Many parts of this product were shodding (opposite of shining) examples of the shoddy engineering and poor foresight that plagues many consumer goods, many of which could be rectified inexpensively and easily.   Using a 33Ω instead of a 22Ω resistor (1/4W) would dramatically decrease the failure rate of these products, cutting down on returned product.  The human eye is not very sensitive to differences in high light levels, and LED life sharply decreases with higher currents / overcurrent.  I would venture that the consumer of a toy lantern is not looking for a room-lighting device so much as a rugged, long-lasting device.

This has turned into something of a rant.  In the end, I repaired the lantern with some white LEDs I had on-hand and a correct 33ohm resistor. Take-away lessons:

1. A 1/4 cent oversight/savings can be rectified with $1.51 in parts and$100 in equipment – on a \$5 plastic lantern
2. Don’t be afraid to open up a product, and do question everything. Just because it is on the market does not mean that it is correct, and price tag does not dictate quality. There are some quite elegant solutions found in cheap toys, as well as appalling oversights.
3. When buying cheap toys, don’t loose your receipt. You can’t take it back, and then you have to fix it.  :)

* Simple LED current-voltage calculations for single and paralleled configurations, derived from Ohm’s Law and Kirchhoff Current Laws A single LED driven by a voltage source and with a current limiting resistor is defined by the following equations:

$I=\frac{V_{s}-V_{f}}{R}$       OR       $R=\frac{V_{s}-V_{f}}{I}$

• Vf is the forward voltage drop of the LED (a characteristic of the LED based on its color) [volts]
• Vs is the voltage source [volts]
• R is the value with a current limiting resistor [ohms]
• I is the current through the branch (from the voltage source, through the resistor and the LED) [amps]

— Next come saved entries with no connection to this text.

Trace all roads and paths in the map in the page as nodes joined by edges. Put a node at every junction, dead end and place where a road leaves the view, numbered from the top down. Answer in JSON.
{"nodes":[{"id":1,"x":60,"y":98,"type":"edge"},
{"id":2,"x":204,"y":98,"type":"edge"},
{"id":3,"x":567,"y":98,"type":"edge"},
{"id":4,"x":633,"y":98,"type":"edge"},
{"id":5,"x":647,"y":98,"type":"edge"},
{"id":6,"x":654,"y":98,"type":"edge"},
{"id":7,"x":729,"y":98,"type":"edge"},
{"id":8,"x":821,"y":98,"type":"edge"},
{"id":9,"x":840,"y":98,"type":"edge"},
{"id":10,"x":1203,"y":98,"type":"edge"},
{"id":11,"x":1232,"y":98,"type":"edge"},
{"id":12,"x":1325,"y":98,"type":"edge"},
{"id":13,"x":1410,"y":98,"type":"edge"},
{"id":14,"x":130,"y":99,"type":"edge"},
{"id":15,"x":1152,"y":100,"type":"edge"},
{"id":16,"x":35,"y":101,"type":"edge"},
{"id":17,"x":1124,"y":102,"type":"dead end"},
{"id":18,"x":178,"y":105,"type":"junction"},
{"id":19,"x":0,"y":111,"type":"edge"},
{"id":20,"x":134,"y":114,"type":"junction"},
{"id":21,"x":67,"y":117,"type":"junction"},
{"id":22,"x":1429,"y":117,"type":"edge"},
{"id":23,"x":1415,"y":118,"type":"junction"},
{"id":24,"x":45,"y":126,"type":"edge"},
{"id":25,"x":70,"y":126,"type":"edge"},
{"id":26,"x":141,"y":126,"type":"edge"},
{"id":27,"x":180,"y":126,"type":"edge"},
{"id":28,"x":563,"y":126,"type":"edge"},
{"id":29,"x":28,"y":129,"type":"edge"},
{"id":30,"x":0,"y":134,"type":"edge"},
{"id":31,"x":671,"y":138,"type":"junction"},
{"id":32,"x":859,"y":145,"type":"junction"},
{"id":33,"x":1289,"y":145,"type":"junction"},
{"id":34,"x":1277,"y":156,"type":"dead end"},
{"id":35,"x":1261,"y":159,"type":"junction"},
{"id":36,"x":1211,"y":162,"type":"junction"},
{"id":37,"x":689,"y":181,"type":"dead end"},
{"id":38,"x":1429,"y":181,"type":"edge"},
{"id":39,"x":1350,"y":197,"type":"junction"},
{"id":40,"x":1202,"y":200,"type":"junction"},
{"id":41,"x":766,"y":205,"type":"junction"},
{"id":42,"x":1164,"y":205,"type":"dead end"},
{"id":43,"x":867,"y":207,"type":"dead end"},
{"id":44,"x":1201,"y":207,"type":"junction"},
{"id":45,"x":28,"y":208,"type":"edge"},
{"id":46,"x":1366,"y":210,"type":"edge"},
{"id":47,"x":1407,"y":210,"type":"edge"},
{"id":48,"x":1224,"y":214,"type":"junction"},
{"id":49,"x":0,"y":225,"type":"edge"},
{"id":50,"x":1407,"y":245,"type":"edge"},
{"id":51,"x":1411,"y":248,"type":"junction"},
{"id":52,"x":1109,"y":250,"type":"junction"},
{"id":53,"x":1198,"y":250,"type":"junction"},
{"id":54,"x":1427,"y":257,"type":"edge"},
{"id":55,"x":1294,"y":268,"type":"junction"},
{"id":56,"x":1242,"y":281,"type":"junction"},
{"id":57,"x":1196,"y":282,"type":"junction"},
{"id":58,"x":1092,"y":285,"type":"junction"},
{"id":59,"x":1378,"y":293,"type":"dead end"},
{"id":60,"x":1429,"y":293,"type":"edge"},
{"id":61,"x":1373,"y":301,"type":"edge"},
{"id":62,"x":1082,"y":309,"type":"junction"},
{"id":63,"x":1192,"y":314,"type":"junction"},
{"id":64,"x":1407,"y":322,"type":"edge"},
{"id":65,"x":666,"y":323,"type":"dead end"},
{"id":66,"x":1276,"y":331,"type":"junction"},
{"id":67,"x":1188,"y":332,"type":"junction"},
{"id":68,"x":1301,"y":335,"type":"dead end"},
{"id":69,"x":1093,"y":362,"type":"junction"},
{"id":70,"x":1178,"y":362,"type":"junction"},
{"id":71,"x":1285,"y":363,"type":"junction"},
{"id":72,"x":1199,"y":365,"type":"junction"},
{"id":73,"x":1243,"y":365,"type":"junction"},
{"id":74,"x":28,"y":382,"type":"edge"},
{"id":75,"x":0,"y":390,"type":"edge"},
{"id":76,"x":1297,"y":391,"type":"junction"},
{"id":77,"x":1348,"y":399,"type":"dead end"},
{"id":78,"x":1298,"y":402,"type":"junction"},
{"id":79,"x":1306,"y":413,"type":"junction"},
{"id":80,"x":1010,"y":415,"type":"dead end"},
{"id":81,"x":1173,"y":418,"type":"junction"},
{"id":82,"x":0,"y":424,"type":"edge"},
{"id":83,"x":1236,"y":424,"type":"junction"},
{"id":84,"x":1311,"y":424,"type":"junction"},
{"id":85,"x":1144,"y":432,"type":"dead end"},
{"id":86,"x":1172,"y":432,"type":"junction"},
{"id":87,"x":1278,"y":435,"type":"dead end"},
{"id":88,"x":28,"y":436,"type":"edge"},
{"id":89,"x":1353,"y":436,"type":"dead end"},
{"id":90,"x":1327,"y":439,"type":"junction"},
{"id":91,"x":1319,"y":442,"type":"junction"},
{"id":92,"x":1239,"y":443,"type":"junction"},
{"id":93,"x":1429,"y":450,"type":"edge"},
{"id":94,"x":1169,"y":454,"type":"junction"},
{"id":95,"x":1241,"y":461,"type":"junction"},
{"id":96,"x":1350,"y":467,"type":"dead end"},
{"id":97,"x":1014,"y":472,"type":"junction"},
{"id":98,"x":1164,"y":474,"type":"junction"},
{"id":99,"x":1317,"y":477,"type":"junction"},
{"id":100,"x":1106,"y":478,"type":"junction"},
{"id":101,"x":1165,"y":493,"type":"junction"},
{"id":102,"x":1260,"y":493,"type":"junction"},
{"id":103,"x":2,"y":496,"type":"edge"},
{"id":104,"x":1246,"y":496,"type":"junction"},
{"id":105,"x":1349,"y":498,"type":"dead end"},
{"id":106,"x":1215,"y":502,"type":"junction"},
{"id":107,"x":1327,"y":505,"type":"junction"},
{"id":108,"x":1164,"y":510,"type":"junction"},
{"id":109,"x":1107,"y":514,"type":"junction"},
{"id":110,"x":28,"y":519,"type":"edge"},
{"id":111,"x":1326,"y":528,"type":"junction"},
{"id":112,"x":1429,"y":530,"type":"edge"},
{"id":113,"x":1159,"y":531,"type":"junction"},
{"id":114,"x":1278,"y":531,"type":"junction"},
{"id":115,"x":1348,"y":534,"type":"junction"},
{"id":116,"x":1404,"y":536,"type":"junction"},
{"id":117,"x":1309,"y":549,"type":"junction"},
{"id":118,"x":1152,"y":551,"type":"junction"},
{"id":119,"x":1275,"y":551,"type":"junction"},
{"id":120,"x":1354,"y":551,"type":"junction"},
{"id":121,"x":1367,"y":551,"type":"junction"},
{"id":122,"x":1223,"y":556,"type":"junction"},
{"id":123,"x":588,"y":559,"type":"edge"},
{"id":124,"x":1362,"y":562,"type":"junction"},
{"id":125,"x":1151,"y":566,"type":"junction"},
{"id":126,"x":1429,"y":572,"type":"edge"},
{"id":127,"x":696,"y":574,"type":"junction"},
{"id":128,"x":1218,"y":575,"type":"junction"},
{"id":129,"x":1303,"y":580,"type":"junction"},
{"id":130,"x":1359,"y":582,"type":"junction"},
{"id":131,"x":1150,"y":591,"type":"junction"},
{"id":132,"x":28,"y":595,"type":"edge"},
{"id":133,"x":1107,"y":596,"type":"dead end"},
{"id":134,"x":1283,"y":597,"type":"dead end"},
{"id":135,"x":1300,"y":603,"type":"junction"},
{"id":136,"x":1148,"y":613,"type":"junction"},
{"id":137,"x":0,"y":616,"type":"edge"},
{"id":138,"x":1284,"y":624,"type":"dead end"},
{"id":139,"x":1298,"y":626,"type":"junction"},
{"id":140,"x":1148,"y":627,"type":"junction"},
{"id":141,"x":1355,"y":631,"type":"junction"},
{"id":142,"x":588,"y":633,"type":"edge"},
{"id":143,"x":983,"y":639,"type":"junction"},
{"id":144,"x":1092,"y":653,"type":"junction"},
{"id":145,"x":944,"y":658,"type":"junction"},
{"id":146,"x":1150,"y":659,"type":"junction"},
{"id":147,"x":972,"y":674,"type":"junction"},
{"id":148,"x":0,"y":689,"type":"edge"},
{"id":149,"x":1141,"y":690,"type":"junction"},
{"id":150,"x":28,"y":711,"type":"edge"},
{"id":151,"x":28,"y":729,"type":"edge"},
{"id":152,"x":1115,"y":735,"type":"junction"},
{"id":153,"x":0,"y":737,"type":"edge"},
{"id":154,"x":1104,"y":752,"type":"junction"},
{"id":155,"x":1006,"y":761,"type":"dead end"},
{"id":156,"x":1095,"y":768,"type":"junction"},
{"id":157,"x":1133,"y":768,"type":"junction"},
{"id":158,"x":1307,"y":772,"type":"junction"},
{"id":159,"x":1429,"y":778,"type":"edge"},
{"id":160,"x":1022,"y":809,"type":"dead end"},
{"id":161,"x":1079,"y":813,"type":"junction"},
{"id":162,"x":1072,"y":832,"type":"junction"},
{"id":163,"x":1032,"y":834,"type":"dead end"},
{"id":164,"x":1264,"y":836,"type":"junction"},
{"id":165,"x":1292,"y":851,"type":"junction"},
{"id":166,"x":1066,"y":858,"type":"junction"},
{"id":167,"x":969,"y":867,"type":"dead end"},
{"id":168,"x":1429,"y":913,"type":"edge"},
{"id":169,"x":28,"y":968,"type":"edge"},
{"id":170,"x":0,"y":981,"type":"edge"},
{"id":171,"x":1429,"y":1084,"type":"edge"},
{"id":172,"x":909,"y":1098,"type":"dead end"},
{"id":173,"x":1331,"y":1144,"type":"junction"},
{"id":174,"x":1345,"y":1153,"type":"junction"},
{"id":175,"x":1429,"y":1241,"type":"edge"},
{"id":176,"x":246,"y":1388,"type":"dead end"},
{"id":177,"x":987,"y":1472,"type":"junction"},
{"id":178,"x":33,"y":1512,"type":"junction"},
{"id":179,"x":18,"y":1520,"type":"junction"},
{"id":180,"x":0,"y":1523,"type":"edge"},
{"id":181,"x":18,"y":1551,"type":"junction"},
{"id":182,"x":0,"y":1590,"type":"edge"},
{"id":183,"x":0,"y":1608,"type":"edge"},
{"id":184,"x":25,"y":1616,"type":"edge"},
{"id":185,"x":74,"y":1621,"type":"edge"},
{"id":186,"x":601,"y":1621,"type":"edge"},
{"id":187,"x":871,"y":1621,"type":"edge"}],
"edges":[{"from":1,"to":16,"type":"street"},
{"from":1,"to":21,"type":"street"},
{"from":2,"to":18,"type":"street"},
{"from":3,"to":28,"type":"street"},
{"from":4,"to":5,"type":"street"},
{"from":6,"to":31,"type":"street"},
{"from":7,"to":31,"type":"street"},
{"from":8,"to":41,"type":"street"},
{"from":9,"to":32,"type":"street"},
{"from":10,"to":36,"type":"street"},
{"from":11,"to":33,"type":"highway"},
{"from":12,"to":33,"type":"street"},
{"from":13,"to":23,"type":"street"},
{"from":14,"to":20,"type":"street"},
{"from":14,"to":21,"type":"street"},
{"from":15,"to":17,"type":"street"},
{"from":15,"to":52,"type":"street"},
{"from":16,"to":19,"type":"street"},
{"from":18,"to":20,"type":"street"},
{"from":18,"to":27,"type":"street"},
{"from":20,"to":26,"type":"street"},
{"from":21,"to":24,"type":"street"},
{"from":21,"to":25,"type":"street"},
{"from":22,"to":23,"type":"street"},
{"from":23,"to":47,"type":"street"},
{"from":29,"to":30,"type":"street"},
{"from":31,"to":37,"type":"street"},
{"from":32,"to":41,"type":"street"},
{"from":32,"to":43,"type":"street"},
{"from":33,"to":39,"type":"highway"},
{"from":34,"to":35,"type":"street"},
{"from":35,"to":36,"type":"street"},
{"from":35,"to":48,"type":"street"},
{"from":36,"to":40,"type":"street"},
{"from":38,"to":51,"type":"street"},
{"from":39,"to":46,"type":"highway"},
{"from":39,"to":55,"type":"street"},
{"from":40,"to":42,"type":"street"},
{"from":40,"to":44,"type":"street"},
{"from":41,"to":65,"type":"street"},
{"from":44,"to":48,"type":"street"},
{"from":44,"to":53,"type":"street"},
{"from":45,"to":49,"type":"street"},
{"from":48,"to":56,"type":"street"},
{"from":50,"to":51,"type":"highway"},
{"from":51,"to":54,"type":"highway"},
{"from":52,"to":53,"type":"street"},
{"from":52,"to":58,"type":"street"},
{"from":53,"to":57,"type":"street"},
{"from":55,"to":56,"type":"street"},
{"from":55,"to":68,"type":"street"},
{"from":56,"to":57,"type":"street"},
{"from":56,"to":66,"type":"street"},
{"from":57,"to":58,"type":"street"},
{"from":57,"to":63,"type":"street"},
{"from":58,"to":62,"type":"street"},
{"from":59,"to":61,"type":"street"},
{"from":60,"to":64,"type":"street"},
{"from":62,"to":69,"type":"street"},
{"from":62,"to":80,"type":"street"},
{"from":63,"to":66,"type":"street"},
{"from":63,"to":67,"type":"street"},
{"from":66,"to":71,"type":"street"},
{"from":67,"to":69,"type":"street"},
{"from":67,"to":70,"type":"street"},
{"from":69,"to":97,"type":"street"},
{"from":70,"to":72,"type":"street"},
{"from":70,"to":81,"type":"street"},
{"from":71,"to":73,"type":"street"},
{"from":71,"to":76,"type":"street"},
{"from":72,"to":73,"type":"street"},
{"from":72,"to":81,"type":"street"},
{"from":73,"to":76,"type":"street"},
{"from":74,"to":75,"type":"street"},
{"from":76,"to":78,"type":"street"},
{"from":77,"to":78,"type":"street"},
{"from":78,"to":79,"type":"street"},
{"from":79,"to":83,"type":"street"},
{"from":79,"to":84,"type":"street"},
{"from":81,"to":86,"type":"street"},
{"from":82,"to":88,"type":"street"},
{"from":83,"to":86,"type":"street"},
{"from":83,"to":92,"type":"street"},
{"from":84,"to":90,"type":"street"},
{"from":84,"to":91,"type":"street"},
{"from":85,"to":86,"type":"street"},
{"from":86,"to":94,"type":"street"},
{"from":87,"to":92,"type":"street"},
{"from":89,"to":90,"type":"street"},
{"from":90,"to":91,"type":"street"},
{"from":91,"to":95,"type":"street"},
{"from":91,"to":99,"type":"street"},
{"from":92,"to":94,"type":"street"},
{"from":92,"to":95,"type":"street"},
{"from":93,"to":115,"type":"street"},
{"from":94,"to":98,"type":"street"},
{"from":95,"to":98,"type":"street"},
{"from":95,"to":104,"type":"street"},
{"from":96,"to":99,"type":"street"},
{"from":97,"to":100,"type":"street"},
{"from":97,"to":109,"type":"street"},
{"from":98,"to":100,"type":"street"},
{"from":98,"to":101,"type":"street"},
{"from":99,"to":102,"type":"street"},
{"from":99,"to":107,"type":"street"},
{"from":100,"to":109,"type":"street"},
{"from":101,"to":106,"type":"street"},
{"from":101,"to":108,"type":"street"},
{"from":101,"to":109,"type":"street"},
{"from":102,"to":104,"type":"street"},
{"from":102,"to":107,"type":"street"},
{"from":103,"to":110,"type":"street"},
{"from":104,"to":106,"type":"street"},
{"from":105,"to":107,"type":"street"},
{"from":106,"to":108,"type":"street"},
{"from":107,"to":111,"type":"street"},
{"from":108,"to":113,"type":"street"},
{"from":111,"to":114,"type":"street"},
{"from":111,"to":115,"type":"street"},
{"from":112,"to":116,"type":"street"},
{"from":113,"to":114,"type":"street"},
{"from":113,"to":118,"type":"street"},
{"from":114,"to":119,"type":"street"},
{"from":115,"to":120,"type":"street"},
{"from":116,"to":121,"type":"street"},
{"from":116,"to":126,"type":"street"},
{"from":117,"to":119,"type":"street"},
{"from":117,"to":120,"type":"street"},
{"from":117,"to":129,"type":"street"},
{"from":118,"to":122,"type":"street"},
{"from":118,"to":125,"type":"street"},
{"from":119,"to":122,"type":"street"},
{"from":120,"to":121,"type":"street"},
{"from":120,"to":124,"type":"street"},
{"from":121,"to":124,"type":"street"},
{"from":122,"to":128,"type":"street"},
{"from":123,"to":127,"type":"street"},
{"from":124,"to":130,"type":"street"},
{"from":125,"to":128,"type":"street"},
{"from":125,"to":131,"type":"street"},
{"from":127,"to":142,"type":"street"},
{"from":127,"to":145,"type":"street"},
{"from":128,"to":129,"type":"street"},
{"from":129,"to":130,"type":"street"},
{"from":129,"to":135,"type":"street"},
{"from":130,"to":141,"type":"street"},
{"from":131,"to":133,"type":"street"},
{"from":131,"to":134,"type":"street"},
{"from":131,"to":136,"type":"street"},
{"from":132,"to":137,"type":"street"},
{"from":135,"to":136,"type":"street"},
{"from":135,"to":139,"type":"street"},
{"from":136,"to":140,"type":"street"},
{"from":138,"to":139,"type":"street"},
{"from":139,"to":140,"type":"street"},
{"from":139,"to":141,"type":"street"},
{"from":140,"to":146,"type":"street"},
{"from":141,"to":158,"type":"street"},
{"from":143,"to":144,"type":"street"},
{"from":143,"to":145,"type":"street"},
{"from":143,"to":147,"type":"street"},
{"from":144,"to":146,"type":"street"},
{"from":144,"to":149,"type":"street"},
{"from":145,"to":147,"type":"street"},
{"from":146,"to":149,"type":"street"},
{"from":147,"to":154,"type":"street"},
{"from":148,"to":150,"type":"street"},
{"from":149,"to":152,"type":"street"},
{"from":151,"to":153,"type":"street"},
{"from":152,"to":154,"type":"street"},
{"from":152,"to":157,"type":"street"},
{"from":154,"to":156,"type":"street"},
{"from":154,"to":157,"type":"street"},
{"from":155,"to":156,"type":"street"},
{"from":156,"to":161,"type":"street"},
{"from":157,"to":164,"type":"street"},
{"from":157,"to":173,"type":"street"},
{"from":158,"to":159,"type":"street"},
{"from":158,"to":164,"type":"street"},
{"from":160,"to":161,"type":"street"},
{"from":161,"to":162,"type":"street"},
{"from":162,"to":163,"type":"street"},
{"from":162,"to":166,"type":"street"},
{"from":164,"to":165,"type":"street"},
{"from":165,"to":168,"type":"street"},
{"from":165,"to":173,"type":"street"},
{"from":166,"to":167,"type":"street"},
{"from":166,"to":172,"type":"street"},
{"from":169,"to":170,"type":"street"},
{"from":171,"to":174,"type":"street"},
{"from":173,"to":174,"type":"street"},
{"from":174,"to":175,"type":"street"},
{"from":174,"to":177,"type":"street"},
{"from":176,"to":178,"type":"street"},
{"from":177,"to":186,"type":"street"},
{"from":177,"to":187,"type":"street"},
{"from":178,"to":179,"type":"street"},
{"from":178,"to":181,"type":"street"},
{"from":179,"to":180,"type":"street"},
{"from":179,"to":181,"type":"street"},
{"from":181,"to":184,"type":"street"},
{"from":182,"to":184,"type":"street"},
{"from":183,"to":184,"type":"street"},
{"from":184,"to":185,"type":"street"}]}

Given the forward voltage (available on the datasheet or package for the LED, or here) and the maximum continuous current (again, datasheet or package), you can determine the resistor needed, rounded to the next largest standard resistor value. With this information, LEDs wired in parallel (all anodes tied together and all cathodes tied together) being limited by a single resistor would be described by:

$I_{LED}=\frac{V_{s}-V_{f}}{R \cdot N}$       OR       $R=\frac{V_{s}-V_{f}}{I_{LED}\cdot N}$

with N being the number of (identical) LEDs wired in parallel.  ILED now only describes the current through a single LED. The calculations above were used with the assumptions of Vf=3.6V, ILED=Imax=30mA for LED characteristics, which are typical for a white “superbright” type LED.